What to produce
Beginning with the line that contains "index dip: (957, 584)" in the material below, print each line exactly until the line that contains "pinky tip: (1028, 701)" has been printed, then stop.

____

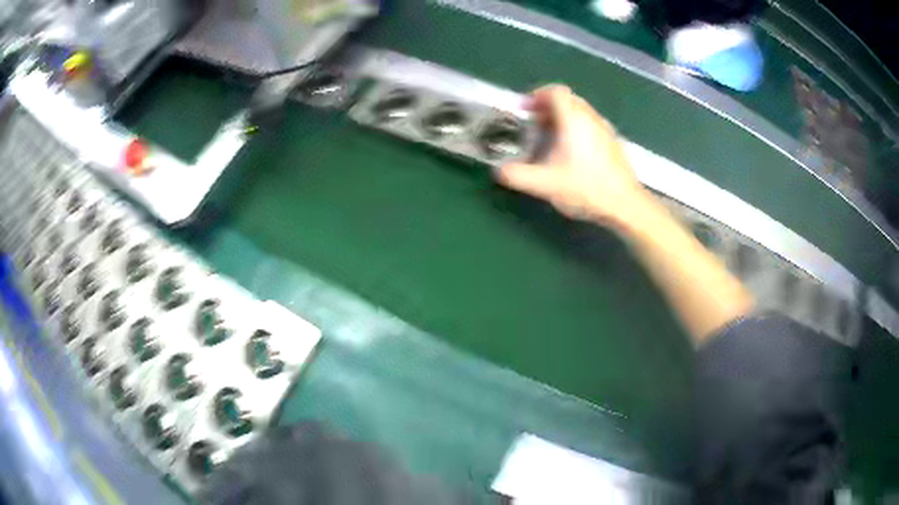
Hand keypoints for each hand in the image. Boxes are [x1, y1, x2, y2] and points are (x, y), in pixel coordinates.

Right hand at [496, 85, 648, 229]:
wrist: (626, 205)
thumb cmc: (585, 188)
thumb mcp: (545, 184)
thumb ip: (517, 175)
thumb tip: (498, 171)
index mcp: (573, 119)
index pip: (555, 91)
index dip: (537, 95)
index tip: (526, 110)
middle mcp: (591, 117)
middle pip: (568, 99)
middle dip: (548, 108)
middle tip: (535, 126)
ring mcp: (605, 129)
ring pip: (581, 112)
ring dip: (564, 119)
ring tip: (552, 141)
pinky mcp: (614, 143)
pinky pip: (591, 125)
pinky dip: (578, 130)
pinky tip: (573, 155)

____

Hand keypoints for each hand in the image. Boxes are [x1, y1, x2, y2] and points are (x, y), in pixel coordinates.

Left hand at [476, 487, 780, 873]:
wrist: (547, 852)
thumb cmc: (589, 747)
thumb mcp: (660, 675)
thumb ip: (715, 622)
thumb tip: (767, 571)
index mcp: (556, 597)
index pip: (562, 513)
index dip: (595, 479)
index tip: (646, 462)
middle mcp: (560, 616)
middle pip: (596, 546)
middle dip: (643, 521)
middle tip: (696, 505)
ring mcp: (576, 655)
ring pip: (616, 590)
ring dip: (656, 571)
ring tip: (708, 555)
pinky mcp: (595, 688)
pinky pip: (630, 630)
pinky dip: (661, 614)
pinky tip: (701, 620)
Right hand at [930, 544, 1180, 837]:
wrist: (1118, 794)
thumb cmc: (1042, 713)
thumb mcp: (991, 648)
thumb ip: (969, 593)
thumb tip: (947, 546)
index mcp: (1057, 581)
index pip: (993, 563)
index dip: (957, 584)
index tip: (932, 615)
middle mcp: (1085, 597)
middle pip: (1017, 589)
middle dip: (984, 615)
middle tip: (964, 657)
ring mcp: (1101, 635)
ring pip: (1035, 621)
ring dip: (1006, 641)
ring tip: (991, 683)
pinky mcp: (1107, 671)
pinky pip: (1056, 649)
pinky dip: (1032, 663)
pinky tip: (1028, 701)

____

Exercise solution
index dip: (957, 584)
index tip: (932, 615)
middle mcp: (1085, 597)
middle pip: (1017, 589)
middle dip: (984, 615)
middle tip: (964, 657)
ring mcp: (1101, 635)
ring pip: (1035, 621)
ring dip: (1006, 641)
ring tip: (991, 683)
pinky mcp: (1107, 671)
pinky pip: (1056, 649)
pinky dip: (1032, 663)
pinky tip: (1028, 701)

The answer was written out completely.